Senat vs. "kybernetische Waffe": Pegasus darf in Polen nicht mehr genutzt werden

Ein Ausschuss des polnischen Senats erklärt den Einsatz von Spyware wie Pegasus von der NSO Group durch die Regierung für rechtswidrig und fordert Konsequenzen.

In Pocket speichern vorlesen Druckansicht 13 Kommentare lesen
Stuttgart,,Germany,-,07-31-2021:,Cellphone,With,Webpage,Of,Israeli,Technology

(Bild: T. Schneider/Shutterstock.com)

Lesezeit: 5 Min.
Inhaltsverzeichnis

Nach 18-monatigen Untersuchungen hat eine Sonderkommission des polnischen Senats zur Aufklärung von Fällen illegaler Überwachung, deren Auswirkungen auf den Wahlprozess und die Reform der Geheimdienste am Donnerstag ihren Abschlussbericht beschlossen und veröffentlicht. Die Senatoren beklagen demnach, dass nationale Behörden die von der israelischen NSO Group entwickelte Spähsoftware Pegasus in Polen gegen Personen einsetzten, "gegen die wegen ihrer Beteiligung an der Begehung einer Straftat kein Verfahren anhängig war". Bei den Opfern der Überwachung handle es sich vor allem um Personen, die der politischen Linie der konservativen Regierungspartei PiS "kritisch gegenüberstanden".

Zu den Ausgespähten gehörten dem Bericht zufolge etwa Senator Krzysztof Brejza, Staatsanwältin Ewa Wrzosek, Rechtsanwalt Roman Giertych, einige führende Kommunalpolitiker sowie der Unternehmer Andrzej Długosz. Der Einsatz der Spyware gegen alle von der Kommission angehörten Personen verstoße "in grober Weise" gegen Verfassungsnormen.

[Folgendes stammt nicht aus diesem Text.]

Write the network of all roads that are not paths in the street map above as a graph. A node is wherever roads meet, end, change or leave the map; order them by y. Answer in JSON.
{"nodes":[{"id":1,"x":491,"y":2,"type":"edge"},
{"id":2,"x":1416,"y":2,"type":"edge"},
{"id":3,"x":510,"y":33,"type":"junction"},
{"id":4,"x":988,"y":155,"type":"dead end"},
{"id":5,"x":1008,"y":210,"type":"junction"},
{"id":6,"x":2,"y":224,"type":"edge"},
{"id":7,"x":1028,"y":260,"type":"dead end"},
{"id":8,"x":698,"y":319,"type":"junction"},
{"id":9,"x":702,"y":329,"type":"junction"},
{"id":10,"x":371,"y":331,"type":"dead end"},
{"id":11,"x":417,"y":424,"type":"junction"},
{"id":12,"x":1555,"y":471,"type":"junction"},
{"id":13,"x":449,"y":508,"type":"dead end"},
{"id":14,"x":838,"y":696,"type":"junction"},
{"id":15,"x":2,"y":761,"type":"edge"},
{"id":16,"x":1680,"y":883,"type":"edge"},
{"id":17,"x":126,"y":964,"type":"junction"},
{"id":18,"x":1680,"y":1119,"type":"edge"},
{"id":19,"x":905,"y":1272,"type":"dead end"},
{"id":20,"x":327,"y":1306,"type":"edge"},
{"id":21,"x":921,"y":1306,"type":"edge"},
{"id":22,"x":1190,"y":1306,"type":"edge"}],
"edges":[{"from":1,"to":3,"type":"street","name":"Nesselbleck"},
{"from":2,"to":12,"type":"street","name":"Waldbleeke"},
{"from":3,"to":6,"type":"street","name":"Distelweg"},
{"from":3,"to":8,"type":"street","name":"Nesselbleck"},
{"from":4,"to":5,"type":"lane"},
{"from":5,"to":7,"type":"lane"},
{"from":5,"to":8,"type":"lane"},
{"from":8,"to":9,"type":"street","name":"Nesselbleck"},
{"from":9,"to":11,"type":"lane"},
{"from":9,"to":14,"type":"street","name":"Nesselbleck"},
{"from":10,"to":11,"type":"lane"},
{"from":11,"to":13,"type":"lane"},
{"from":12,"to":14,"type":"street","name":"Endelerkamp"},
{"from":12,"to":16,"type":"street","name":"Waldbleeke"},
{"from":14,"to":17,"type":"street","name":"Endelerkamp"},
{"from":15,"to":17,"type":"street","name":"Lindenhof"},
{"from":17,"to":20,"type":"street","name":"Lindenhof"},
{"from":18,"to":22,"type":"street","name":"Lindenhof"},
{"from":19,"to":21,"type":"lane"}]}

Das Gremium kritisiert die Regierung scharf. Der Kauf von Pegasus sei illegal gewesen und habe gegen nationale Anti-Korruptionsbestimmungen und mehrere andere Vorschriften im Zusammenhang mit den öffentlichen Finanzen verstoßen. Das Überwachungsprogramm dürfe nach polnischem Recht gar nicht verwendet werden, da eine Überprüfung und Zertifizierung der IT-Sicherheitsanforderungen im Zusammenhang mit dem Schutz vertraulicher Informationen nicht möglich sei. Die derzeitige Rechtslage in Polen gewährleiste zudem keine wirksame Kontrolle der Geheimdienste.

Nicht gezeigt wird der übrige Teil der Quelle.